Balvin also alleges that appellate counsel was ineffective in failing to raise on direct
appeal certain claims of ineffective assistance of trial counsel and certain assertions regarding
erroneous evidentiary rulings made by the trial court. Specifically, he alleges that his appellate
counsel should have raised the following issues on direct appeal: (1) trial counsel was ineffective
in not calling the police officer who took A.R.’s prior false statement to testify at trial; (2) trial
counsel was ineffective in failing to properly object to Blaker’s testimony concerning a
telephone call between herself, Balvin, and Balvin’s mother; (3) the trial court erred in
overruling an “original writing objection” to Blaker’s testimony about the telephone call; (4) the
trial court erred in admitting into evidence letters written by Balvin while he was awaiting trial;
and (5) the trial court erred in permitting Blaker to testify about her and Balvin’s physical
relationship.
1. INEFFECTIVE ASSISTANCE
OF TRIAL COUNSEL
Balvin’s allegations that he received ineffective assistance of trial counsel are
procedurally barred. A motion for postconviction relief cannot be used to secure review of issues
that were known to the defendant and could have been litigated on direct appeal. State v. Hessler,
282 Neb. 935, 807 N.W.2d 504 (2011). Balvin was represented by different counsel than his trial
attorney on direct appeal. And, while he did raise some allegations of ineffective assistance of
trial counsel in his direct appeal, he did not specifically assert that his trial counsel was
ineffective either in failing to adequately argue that pertinent statutory and case law permitted the
use of extrinsic evidence to prove A.R.’s prior false statement of sexual assault or in failing to
call the police officer who took A.R.’s prior false statement to testify at trial, as he now asserts in
this appeal.

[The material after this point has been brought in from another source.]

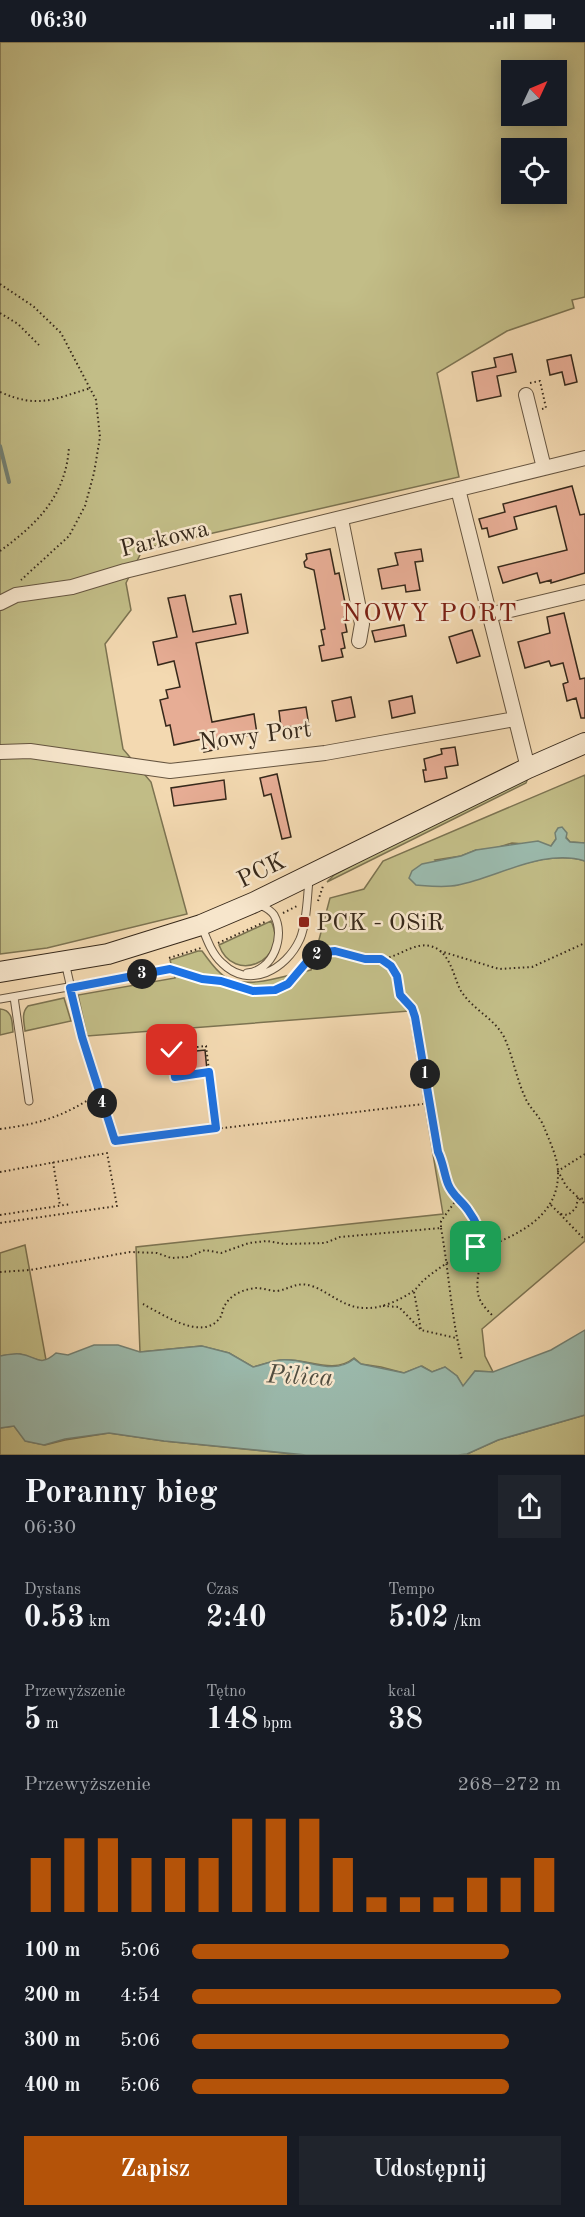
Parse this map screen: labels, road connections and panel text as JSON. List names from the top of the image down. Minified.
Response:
{"streets":{"street":["Parkowa","Nowy Port","PCK"]},"districts":["NOWY PORT"],"water":["Pilica"],"places":{"transit":["PCK - OSiR"]},"north":"top right","page":{"status":"06:30","pins":["2","3","1","4"],"heading":["Poranny bieg","06:30"],"stats":[["Dystans","0.53 km"],["Czas","2:40"],["Tempo","5:02 /km"],["Przewyższenie","5 m"],["Tętno","148 bpm"],["kcal","38"]],"chart":["Przewyższenie","268–272 m"],"list":[{"name":"100 m","note":"5:06"},{"name":"200 m","note":"4:54"},{"name":"300 m","note":"5:06"},{"name":"400 m","note":"5:06"}],"buttons":["Zapisz","Udostępnij"]}}
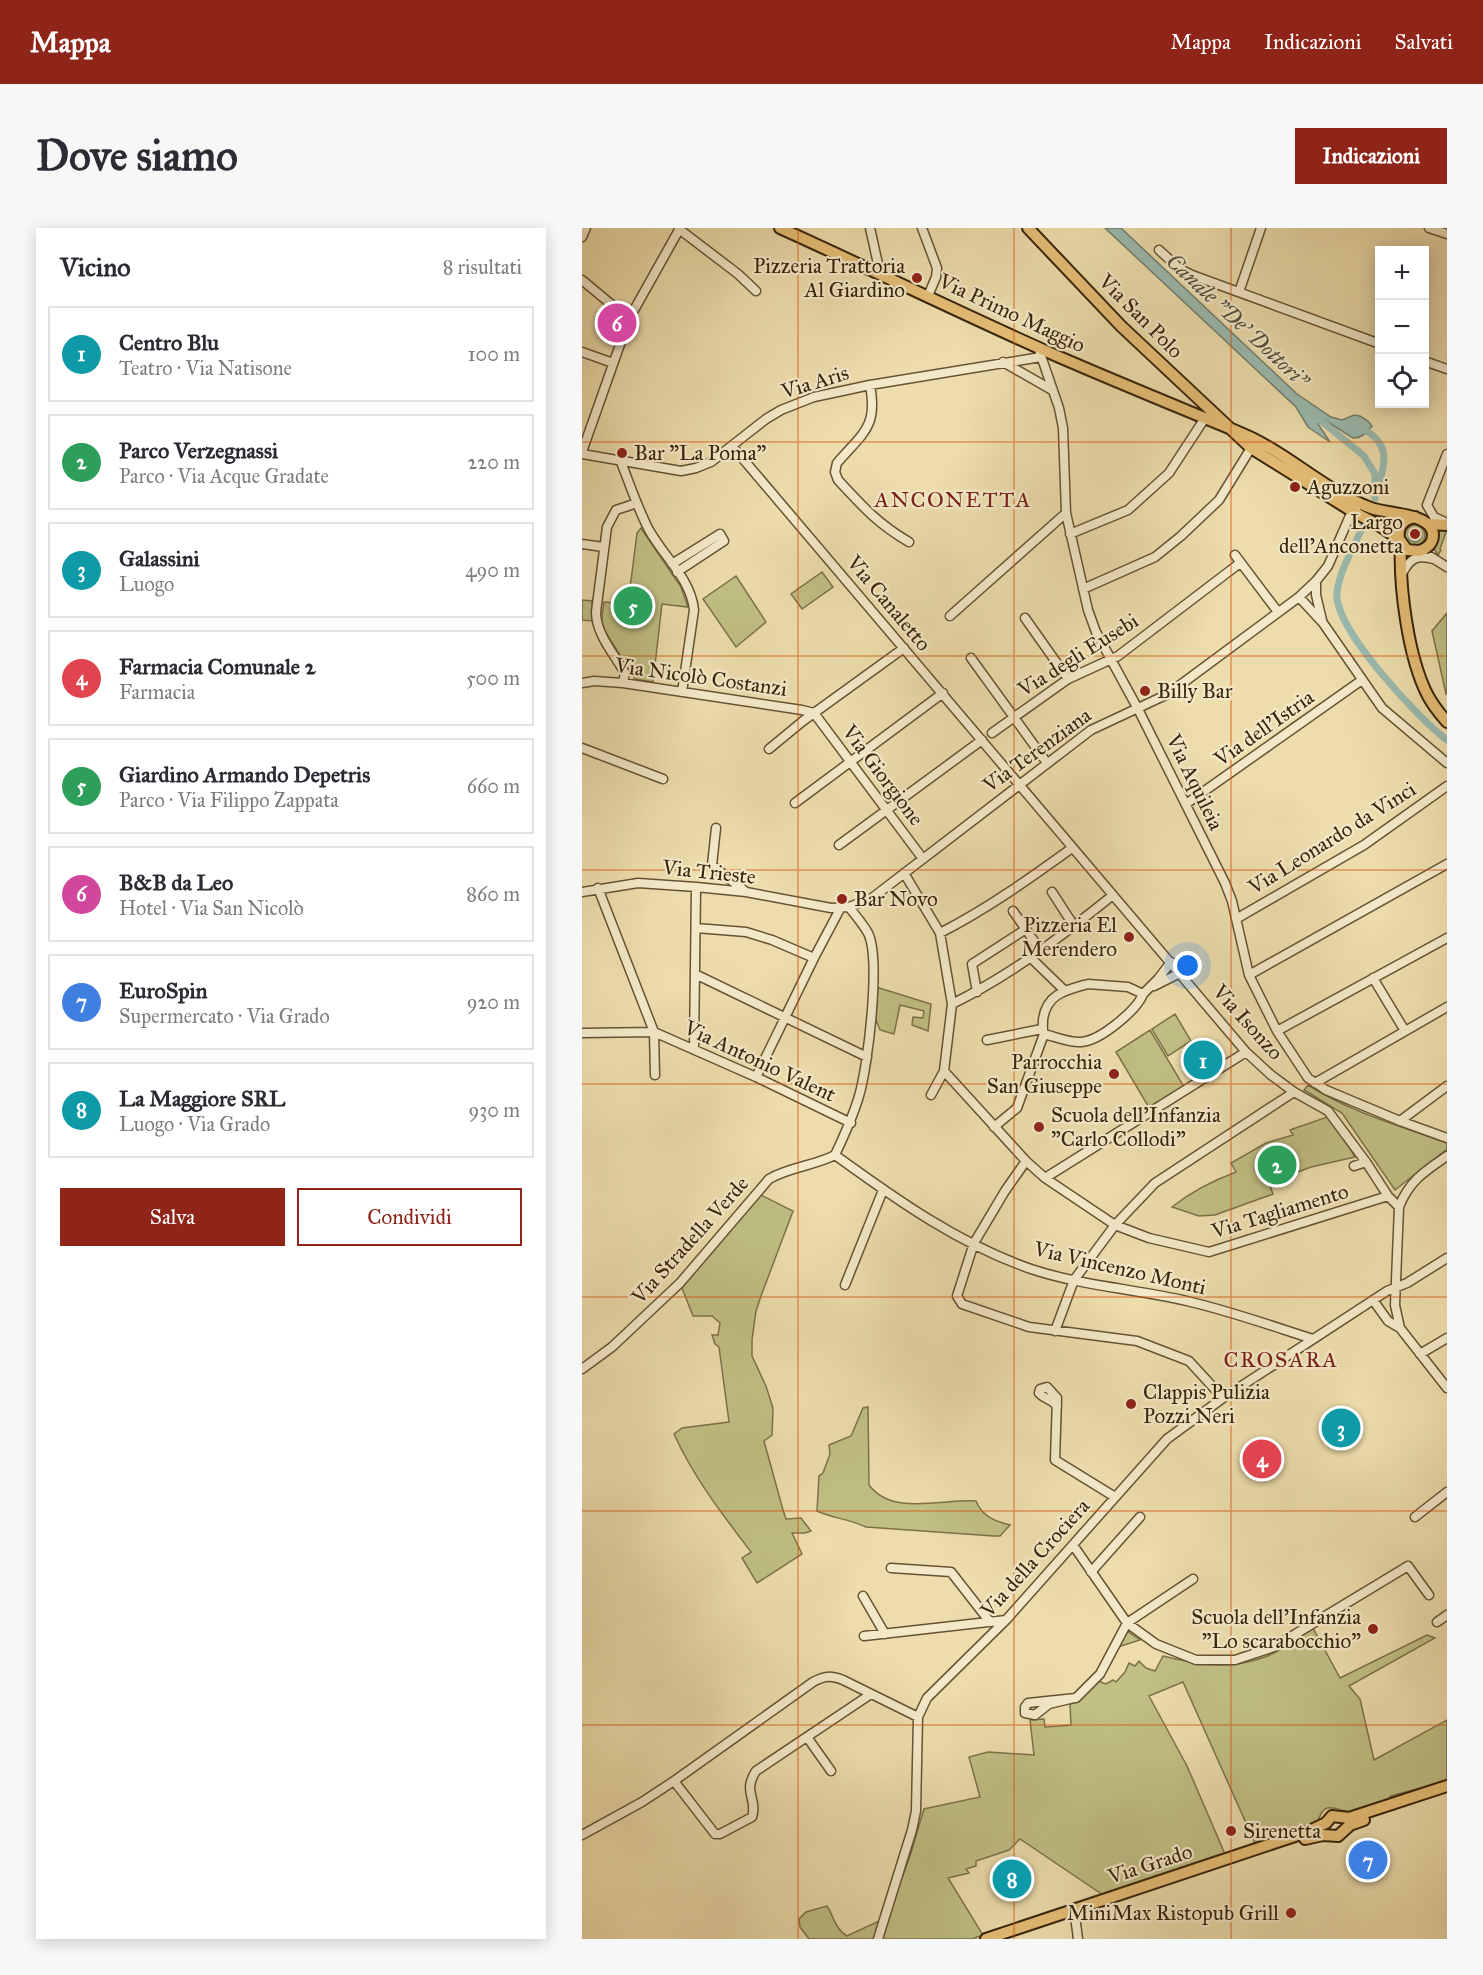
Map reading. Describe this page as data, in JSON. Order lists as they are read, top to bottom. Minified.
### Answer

Because he did not raise these issues in his direct appeal, he is now procedurally
barred from raising the issues.
Moreover, we must note that Balvin’s assertion that his trial counsel was ineffective in
failing to adequately argue that pertinent statutory and case law permitted the use of extrinsic
evidence to prove A.R.’s prior false statement of sexual assault was not raised in his
postconviction motion submitted to the district court. As a result, this assertion, in addition to
being procedurally barred, is also not properly before this court for consideration. See State v.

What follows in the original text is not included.